*** Begin section ***

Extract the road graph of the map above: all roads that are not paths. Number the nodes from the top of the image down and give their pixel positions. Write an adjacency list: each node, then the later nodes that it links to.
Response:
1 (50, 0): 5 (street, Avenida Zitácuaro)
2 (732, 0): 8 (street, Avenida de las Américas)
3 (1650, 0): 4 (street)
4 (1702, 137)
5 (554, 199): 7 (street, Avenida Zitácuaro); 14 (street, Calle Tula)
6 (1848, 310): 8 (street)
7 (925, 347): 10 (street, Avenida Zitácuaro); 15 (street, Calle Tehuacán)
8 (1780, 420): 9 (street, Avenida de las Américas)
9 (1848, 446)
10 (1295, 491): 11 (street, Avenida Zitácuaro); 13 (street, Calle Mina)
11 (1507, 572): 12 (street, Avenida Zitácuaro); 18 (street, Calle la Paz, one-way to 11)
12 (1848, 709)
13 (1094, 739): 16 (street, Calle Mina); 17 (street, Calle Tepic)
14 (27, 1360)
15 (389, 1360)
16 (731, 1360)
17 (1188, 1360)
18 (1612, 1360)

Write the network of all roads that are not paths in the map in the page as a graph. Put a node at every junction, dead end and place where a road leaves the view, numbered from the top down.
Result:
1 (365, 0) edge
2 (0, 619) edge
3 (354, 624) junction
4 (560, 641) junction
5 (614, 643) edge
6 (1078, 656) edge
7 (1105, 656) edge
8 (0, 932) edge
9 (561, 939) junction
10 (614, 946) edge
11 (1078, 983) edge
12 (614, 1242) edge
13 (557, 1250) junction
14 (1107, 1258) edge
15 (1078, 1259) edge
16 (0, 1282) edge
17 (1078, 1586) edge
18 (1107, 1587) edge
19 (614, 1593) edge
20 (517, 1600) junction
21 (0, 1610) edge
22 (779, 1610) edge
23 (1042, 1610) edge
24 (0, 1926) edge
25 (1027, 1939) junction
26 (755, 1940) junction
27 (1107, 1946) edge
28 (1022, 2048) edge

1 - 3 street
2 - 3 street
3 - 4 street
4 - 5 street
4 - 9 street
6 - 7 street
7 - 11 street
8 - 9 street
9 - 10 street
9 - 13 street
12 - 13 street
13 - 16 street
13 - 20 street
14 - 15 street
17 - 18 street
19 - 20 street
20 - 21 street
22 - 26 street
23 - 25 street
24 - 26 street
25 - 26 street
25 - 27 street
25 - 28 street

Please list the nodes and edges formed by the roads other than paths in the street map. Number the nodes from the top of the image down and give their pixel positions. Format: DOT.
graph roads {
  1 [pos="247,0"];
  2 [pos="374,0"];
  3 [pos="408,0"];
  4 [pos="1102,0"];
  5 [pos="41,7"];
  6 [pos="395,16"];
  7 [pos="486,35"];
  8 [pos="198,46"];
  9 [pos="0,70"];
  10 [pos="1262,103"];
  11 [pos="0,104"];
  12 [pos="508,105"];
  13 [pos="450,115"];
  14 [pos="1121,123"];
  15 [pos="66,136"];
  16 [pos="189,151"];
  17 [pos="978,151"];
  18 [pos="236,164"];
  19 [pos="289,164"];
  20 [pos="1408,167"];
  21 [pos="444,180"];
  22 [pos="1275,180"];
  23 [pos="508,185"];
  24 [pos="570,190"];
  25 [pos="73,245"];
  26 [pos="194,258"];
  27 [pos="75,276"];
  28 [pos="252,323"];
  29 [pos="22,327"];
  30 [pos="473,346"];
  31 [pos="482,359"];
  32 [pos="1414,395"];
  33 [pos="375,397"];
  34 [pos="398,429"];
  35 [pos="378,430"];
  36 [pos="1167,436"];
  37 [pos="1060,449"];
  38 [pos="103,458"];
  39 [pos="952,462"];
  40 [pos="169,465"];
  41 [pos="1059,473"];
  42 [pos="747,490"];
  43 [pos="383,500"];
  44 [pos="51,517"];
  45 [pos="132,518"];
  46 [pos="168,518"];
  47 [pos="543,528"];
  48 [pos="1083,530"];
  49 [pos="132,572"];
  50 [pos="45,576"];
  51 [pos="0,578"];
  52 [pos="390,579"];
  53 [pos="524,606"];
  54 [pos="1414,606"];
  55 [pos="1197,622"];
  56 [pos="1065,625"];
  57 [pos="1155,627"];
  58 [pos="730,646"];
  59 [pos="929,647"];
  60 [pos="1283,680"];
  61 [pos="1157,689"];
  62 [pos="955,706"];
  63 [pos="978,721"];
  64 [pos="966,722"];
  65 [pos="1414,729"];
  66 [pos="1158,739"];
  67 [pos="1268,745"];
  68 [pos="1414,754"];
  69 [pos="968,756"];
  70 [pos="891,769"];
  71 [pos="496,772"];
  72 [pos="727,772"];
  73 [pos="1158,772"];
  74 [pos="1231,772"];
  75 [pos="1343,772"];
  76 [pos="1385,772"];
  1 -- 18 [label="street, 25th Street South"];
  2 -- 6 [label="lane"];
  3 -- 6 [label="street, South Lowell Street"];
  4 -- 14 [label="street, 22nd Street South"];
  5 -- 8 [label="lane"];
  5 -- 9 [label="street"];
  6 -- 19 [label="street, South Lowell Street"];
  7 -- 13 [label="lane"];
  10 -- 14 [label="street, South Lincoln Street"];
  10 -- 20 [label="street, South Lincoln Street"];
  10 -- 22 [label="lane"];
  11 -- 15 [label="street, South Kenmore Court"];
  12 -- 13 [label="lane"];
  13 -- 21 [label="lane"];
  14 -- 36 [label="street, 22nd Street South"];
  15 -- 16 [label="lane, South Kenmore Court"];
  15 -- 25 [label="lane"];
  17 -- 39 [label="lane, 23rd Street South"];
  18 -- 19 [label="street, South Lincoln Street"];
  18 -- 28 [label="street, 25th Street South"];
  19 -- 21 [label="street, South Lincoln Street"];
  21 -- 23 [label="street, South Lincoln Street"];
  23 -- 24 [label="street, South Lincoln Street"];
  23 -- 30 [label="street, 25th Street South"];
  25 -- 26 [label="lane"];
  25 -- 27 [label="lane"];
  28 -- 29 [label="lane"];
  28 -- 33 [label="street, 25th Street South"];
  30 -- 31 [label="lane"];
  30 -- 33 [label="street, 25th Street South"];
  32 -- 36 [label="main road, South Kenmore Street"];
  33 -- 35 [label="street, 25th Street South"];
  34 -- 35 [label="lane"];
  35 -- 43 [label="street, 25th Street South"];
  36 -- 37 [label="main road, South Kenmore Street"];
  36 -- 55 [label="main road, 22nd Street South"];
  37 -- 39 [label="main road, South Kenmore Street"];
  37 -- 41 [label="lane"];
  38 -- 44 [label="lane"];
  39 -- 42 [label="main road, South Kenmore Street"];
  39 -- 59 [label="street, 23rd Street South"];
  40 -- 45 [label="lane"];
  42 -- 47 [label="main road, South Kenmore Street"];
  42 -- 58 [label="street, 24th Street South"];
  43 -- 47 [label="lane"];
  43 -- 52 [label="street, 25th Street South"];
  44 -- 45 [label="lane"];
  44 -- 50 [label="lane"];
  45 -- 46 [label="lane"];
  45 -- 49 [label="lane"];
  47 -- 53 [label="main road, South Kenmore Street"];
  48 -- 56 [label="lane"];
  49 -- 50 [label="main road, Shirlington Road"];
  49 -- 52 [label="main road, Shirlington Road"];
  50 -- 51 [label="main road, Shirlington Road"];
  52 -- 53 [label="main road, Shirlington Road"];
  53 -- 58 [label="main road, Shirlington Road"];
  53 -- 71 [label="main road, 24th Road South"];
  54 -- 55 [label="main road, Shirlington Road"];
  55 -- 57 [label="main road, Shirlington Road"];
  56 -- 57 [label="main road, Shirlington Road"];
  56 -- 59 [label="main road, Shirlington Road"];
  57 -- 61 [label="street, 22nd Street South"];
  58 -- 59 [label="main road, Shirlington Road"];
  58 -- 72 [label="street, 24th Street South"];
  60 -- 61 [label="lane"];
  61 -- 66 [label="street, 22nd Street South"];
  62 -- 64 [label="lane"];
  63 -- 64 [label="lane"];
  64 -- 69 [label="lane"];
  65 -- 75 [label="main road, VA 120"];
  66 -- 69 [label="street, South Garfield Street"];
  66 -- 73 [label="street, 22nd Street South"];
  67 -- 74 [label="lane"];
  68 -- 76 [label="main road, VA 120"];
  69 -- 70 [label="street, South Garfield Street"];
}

*** End section ***

▸ **Task brief**: Select every line above that contains the word "Zitácuaro", and copy it.

▸ **Response to this task**:
1 (50, 0): 5 (street, Avenida Zitácuaro)
5 (554, 199): 7 (street, Avenida Zitácuaro); 14 (street, Calle Tula)
7 (925, 347): 10 (street, Avenida Zitácuaro); 15 (street, Calle Tehuacán)
10 (1295, 491): 11 (street, Avenida Zitácuaro); 13 (street, Calle Mina)
11 (1507, 572): 12 (street, Avenida Zitácuaro); 18 (street, Calle la Paz, one-way to 11)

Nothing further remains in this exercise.